Tuesday, 26 November 2013

Bring Back Management

There’s something about leadership that’s been nagging at me for a while. It’s nothing to do with leadership itself because leadership has a clear and important role to play in business, personal and career development. My nagging niggle is the amount written about leadership; its airtime is huge making it appear like the be-all and end-all of skills for anyone in charge.

Yet it seems, to me at least, that other skills and knowledge are suffering. Have the fundamentals of management gone so far out of fashion that they’re being lost completely?

I’m all for leadership. Leading a group of people or being part of a group or organisation that is well led is not only good for business but is motivating to such a level that you genuinely believe you can achieve anything. It is great when that happens yet there are still situations that must be managed and this is exactly what the Wallabies (the national Australian Rugby Union team) coach faced recently. He’s been giving sound leadership to the team as he builds the culture during a time of change. He’s had to set standards and makes roles and responsibilities clear. Regardless of how good his leadership he must be a good manager too. The recent situation is an excellent example of how he’s able to recognise when he must move from ‘Leader’ to ‘Manager’. While the situation wasn’t unique to his team he acknowledged the problem and dealt with it leaving no one under any doubt about the repercussions. In fact the article on the BBC website reported him saying that “Australia's "ethical conduct" standards had been compromised” and that “firm action is the best outcome when presented with a scenario like this.” 

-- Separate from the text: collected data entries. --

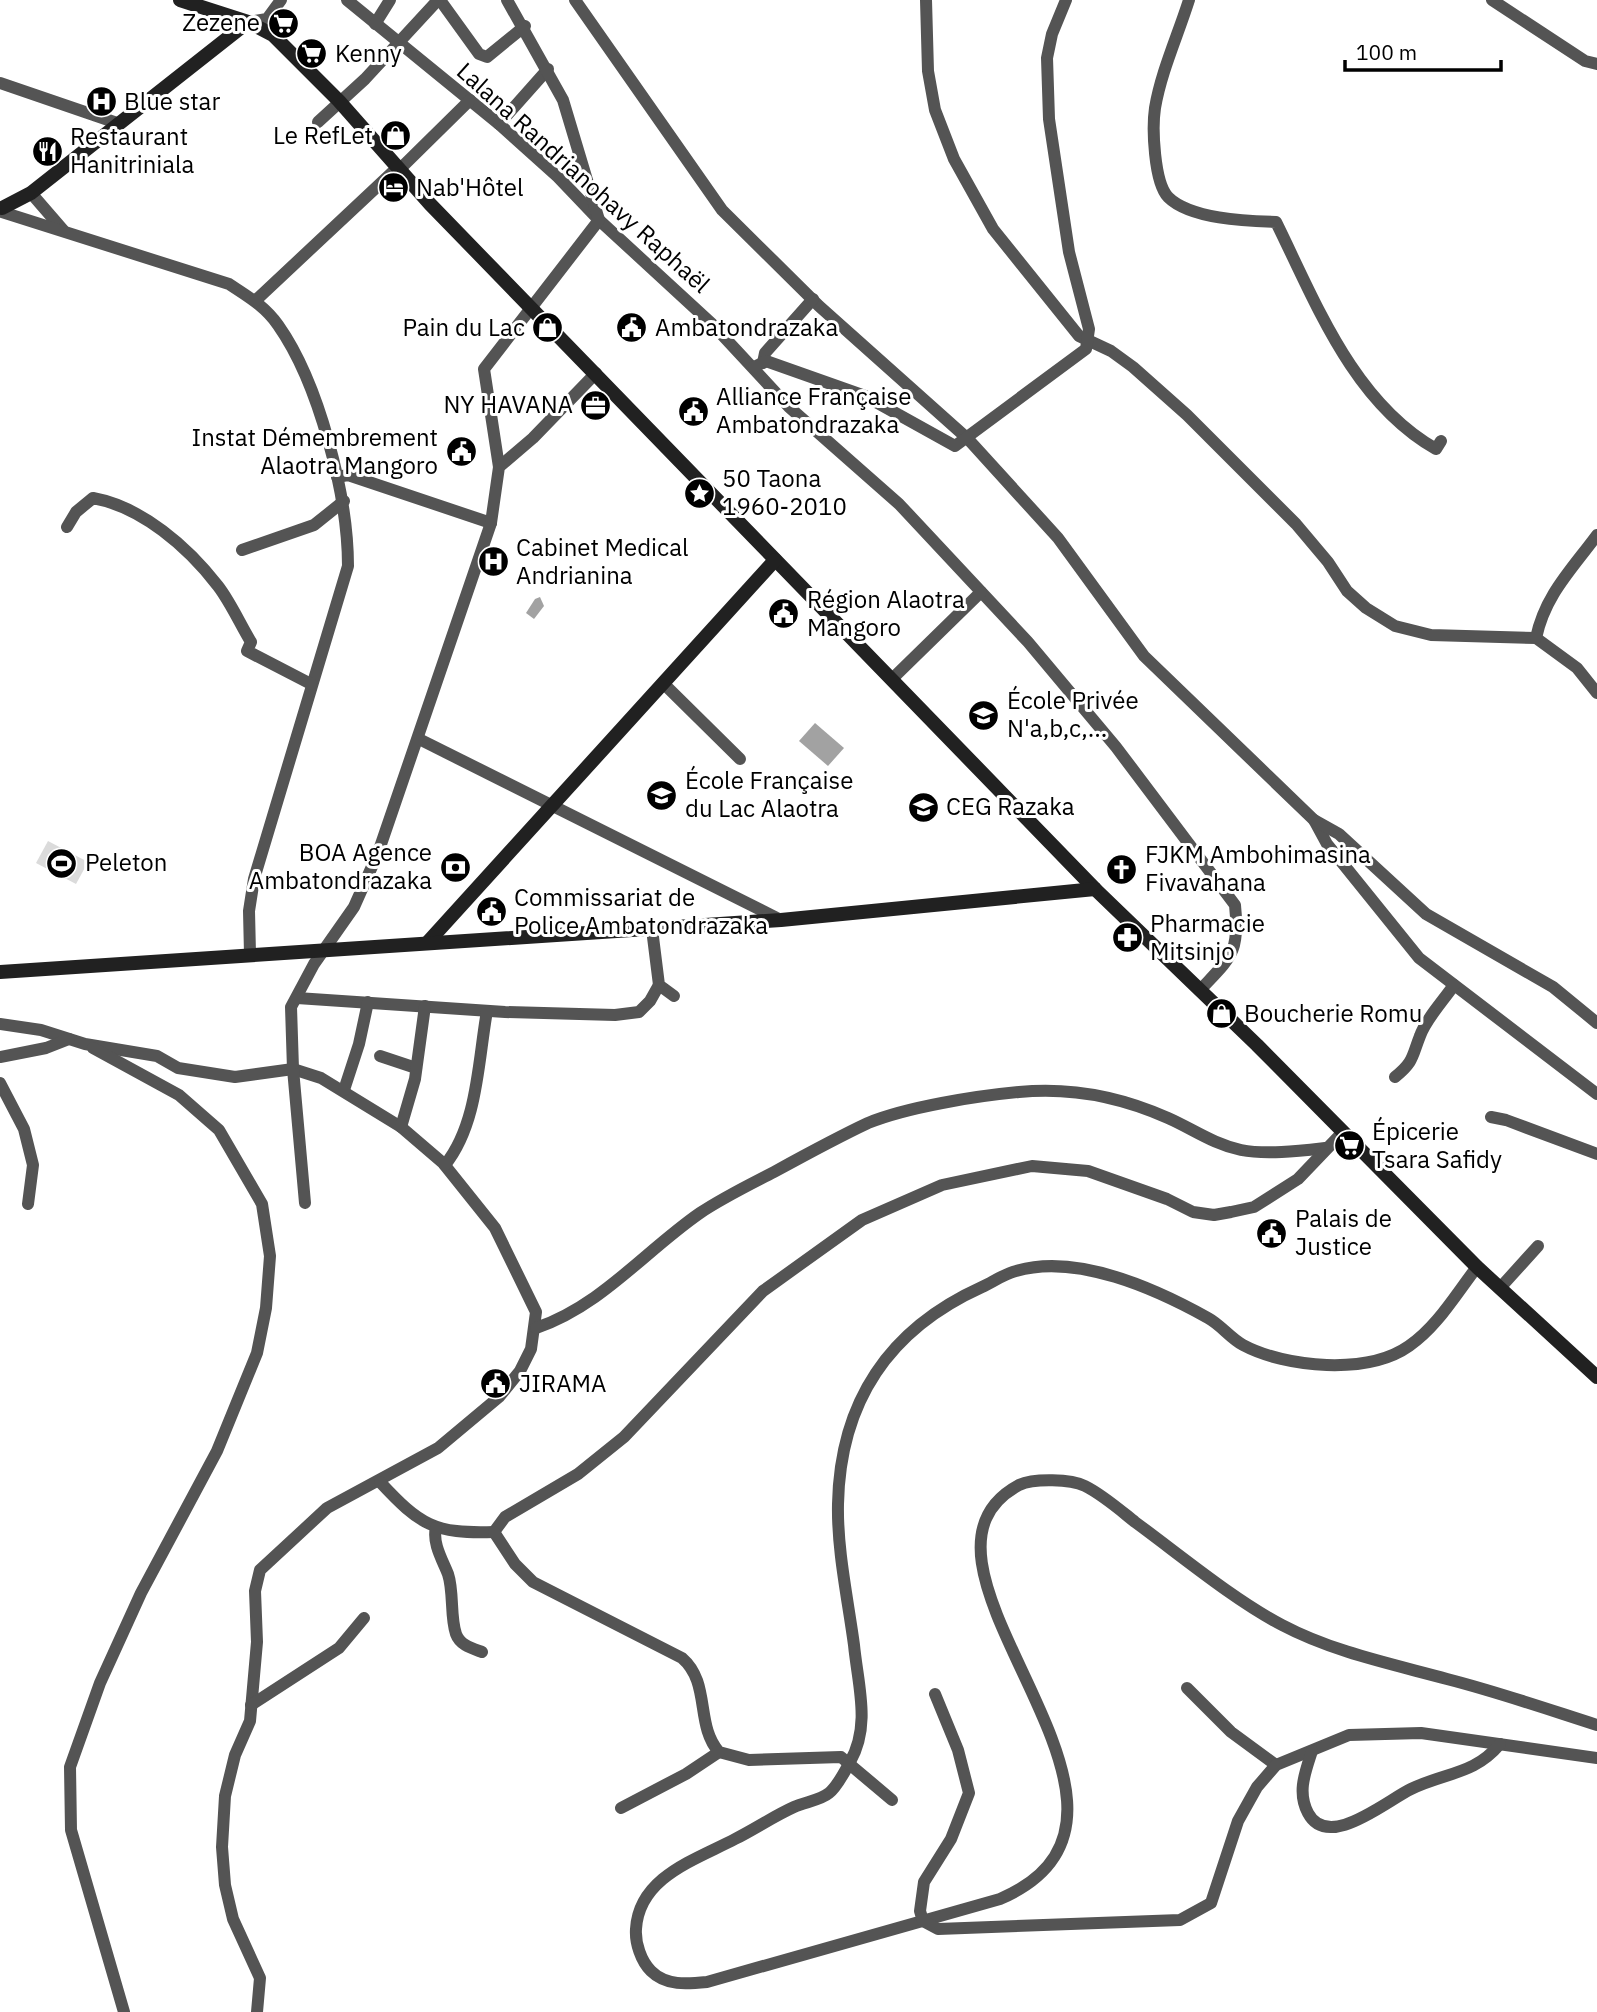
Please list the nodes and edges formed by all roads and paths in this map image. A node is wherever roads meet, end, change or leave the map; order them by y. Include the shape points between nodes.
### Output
1 (180, 0) edge
2 (281, 0) edge
3 (390, 0) edge
4 (439, 0) edge
5 (507, 0) edge
6 (575, 0) edge
7 (926, 0) edge
8 (1066, 0) edge
9 (1189, 0) edge
10 (1492, 0) edge
11 (355, 3) edge
12 (248, 22) junction
13 (374, 24) junction
14 (525, 26) junction
15 (399, 43) junction
16 (1597, 64) edge
17 (548, 69) junction
18 (0, 83) edge
19 (470, 100) junction
20 (339, 101) junction
21 (318, 122) dead end
22 (117, 123) junction
23 (499, 124) junction
24 (397, 168) junction
25 (31, 193) junction
26 (1, 210) edge
27 (599, 220) junction
28 (63, 230) junction
29 (813, 299) junction
30 (255, 301) junction
31 (532, 307) junction
32 (1088, 341) junction
33 (758, 365) junction
34 (596, 373) junction
35 (968, 439) junction
36 (1440, 441) dead end
37 (499, 467) junction
38 (337, 477) junction
39 (344, 500) junction
40 (491, 523) junction
41 (67, 527) dead end
42 (1597, 535) edge
43 (242, 550) dead end
44 (775, 560) junction
45 (981, 592) junction
46 (1536, 638) junction
47 (892, 679) junction
48 (663, 683) junction
49 (311, 684) junction
50 (1597, 693) edge
51 (419, 739) junction
52 (740, 759) dead end
53 (551, 804) junction
54 (1314, 820) junction
55 (1096, 889) junction
56 (781, 920) junction
57 (652, 929) junction
58 (428, 942) junction
59 (325, 950) junction
60 (250, 954) junction
61 (0, 972) edge
62 (659, 985) junction
63 (1454, 985) junction
64 (1200, 990) junction
65 (674, 996) dead end
66 (296, 998) junction
67 (368, 1002) junction
68 (425, 1006) junction
69 (487, 1010) junction
70 (1597, 1023) edge
71 (0, 1024) edge
72 (69, 1039) junction
73 (85, 1044) junction
74 (380, 1056) dead end
75 (0, 1057) edge
76 (416, 1068) junction
77 (293, 1069) junction
78 (1395, 1077) dead end
79 (0, 1083) edge
80 (344, 1090) junction
81 (1597, 1094) edge
82 (1491, 1117) dead end
83 (401, 1127) junction
84 (1342, 1133) junction
85 (1325, 1148) junction
86 (1597, 1154) edge
87 (445, 1165) junction
88 (305, 1203) dead end
89 (28, 1205) dead end
90 (1538, 1245) dead end
91 (1477, 1267) junction
92 (1500, 1288) junction
93 (536, 1328) junction
94 (1597, 1377) edge
95 (380, 1482) junction
96 (436, 1528) junction
97 (494, 1532) junction
98 (364, 1618) dead end
99 (482, 1652) dead end
100 (1187, 1688) dead end
101 (935, 1693) dead end
102 (251, 1705) junction
103 (1597, 1725) edge
104 (1500, 1744) junction
105 (1312, 1751) junction
106 (719, 1752) junction
107 (1597, 1758) edge
108 (850, 1762) junction
109 (1276, 1765) junction
110 (892, 1800) dead end
111 (621, 1808) dead end
112 (923, 1921) junction
113 (124, 2012) edge
114 (257, 2012) edge

1 - 12 main road
2 - 12 street via 267,19
3 - 13 street
4 - 14 street via 479,54 487,57
4 - 15 street
5 - 14 street
6 - 29 street via 722,210
7 - 32 street via 928,71 935,110 954,159 993,229 1079,336
8 - 32 street via 1047,58 1049,119
9 - 36 street via 1155,109 1156,172 1167,195 1184,208 1234,220 1276,222 1349,365 1415,437 1436,449
10 - 16 street via 1585,61
11 - 13 street, Lalana Randrianohavy Raphaël
12 - 20 main road via 273,35
12 - 22 main road
13 - 15 street, Lalana Randrianohavy Raphaël
14 - 17 street
15 - 19 street, Lalana Randrianohavy Raphaël
15 - 20 street
17 - 23 street
17 - 27 street via 564,100
18 - 22 street
19 - 23 street, Lalana Randrianohavy Raphaël
19 - 24 street
20 - 21 street
20 - 24 main road
22 - 25 main road
23 - 27 street, Lalana Randrianohavy Raphaël
24 - 30 street
24 - 31 main road
25 - 26 main road
25 - 28 street
26 - 28 street
27 - 31 street
27 - 33 street, Lalana Randrianohavy Raphaël
28 - 30 street via 229,284
29 - 33 street
29 - 35 street
30 - 38 street via 278,324 294,352
31 - 34 main road
31 - 37 street via 484,369
32 - 35 street via 1077,357
32 - 46 street via 1133,367 1187,415 1296,524 1346,591 1366,608 1395,626 1431,635
33 - 35 street via 766,361 865,396 955,446
33 - 45 street, Lalana Randrianohavy Raphaël via 789,407 899,504
34 - 37 street
34 - 44 main road
35 - 54 street via 1058,538 1144,656
37 - 40 street
38 - 39 street
38 - 40 street via 348,475
39 - 43 street via 314,525
39 - 49 street via 348,566
40 - 51 street
41 - 49 street via 93,498 142,516 197,561 220,588 251,642 247,651
42 - 46 street via 1557,585 1541,615
44 - 47 main road
44 - 48 main road
45 - 47 street
45 - 64 street, Lalana Randrianohavy Raphaël via 1116,747 1235,905 1237,927 1231,957
46 - 50 street via 1577,668
47 - 55 main road
48 - 52 street
48 - 53 main road
49 - 60 street via 254,879
51 - 53 street
51 - 59 street via 354,907
53 - 56 street
53 - 58 main road
54 - 63 street via 1379,911 1419,958
54 - 70 street via 1339,834 1426,914 1553,987
55 - 56 main road
55 - 64 main road
56 - 57 main road
57 - 58 main road
57 - 62 street
58 - 59 main road
59 - 60 main road
59 - 66 street
60 - 61 main road
62 - 65 street
62 - 69 street via 639,1012
63 - 78 street via 1420,1035 1407,1067
63 - 81 street
64 - 84 main road
66 - 67 street
66 - 77 street via 291,1007
67 - 68 street
67 - 80 street
68 - 69 street
68 - 76 street
69 - 87 street via 468,1122 462,1141
71 - 72 street
72 - 73 street
72 - 75 street
73 - 77 street via 157,1056 178,1068 235,1077
73 - 113 street via 179,1095 219,1130 262,1204 270,1256 257,1353 217,1451 141,1593 100,1683 70,1768 71,1830
74 - 76 street
76 - 83 street
77 - 80 street
77 - 88 street
79 - 89 street via 24,1129 33,1164
80 - 83 street
82 - 86 street
83 - 87 street
84 - 85 street
84 - 91 main road
85 - 93 street via 1243,1150 1210,1141 1119,1099 1079,1092 1022,1091 906,1113 869,1123 810,1150 743,1188 699,1214 603,1293 563,1319
85 - 97 street via 1298,1179 1254,1207 1214,1215 1193,1212 1088,1171 1032,1166 942,1185 873,1216 763,1291 624,1437 578,1474 505,1517
87 - 93 street via 495,1228 536,1312
90 - 92 street
91 - 92 main road
91 - 108 street via 1407,1348 1352,1367 1269,1357 1240,1344 1210,1319 1106,1272 1076,1267 1017,1270 942,1306 898,1342 858,1401 842,1453 838,1507 864,1725
92 - 94 main road
93 - 95 street via 520,1371 499,1397 438,1448
95 - 96 street via 404,1508
95 - 102 street via 327,1508 260,1570 255,1591 257,1642
96 - 97 street
96 - 99 street via 456,1634 464,1646
97 - 106 street via 514,1564 533,1582 694,1668 710,1738
98 - 102 street via 339,1648
100 - 109 street via 1231,1732
101 - 112 street via 969,1793 951,1839 924,1882
102 - 114 street via 225,1796 222,1847 233,1919 260,1978
103 - 112 street via 1322,1643 1281,1625 1083,1485 1025,1483 1002,1495 988,1512 981,1530 980,1556 1014,1657 1052,1736 1068,1799 1066,1825 1046,1868 1024,1888
104 - 105 street via 1421,1733 1369,1733 1349,1735
104 - 105 street via 1475,1767 1438,1776 1362,1819 1337,1827 1313,1822 1302,1802
104 - 107 street
105 - 109 street
106 - 108 street via 749,1760 819,1756
106 - 111 street
108 - 110 street via 858,1774
108 - 112 street via 829,1794 794,1807 663,1877 644,1897 636,1917 640,1953 650,1970 664,1980 707,1982
109 - 112 street via 1238,1821 1211,1903 1181,1920 938,1928

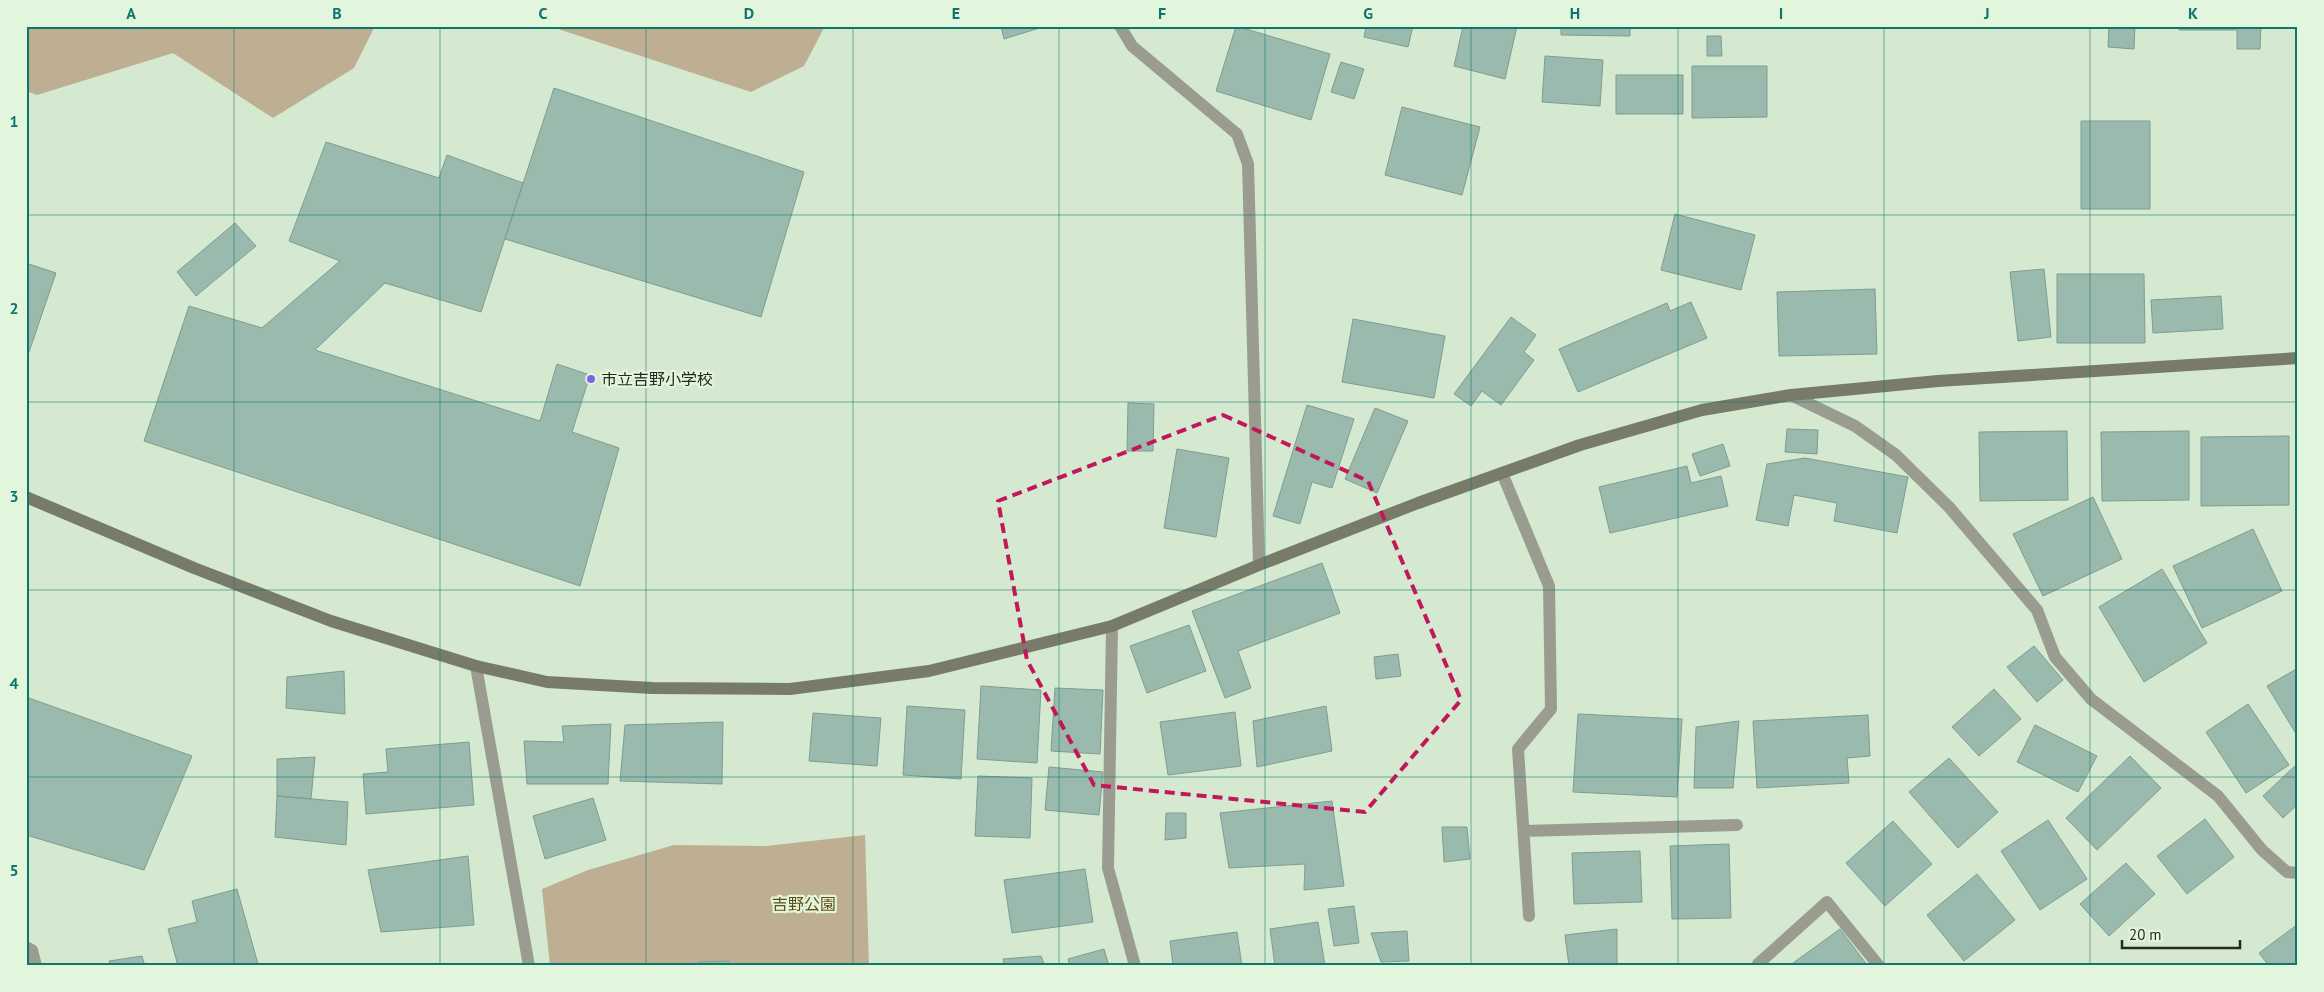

Yes I’m an All Black supporter and the Wallabies are one of our greatest rivals but this isn’t about the sport. What I admire about the Wallabies Coach with regards his management is this – the person responsible for the team was willing to take the action he deemed necessary by managing the situation and holding individuals to account. That’s what management is about. 

The more forums, chats, workshops, specialist consultants, questions on LinkedIn and other social media interactions focus on leadership to organise people towards a common goal or as a means to provide guidance and direction while the team determines the best way to accomplish a task, the more management suffers. Could this be the reverse of too many chiefs and not enough Indians? In 2, 5 or 10 years will there be not enough chiefs and too many Indians? What happens when there’s no one in a senior role prepared to make a decision let alone capable of doing so?

To survive in today’s business world organisations need leaders who can manage and managers who can lead. Not the type of manager from days gone by who either micro-managed everyone to death or issued instructions as though their team were a group of gormless beings with no thought process whatsoever. No, today’s type of manager must be savvier with an in-built antenna that can pick up things that may not be visible or audible. They must have both management and leadership skills, understand the difference between them, recognise when a situation requires more of one than the other, shift seamlessly between the two and always be ready, willing and able to be responsible for both. 

By all means educate, encourage and engage in sound leadership practices. At the same time remember the important role of management. By focusing solely on one the other is left to the vagaries of trends and buzzwords, which is only ever going to be detrimental to both the job at hand and the business at large. 

It’s time to make management fashionable again.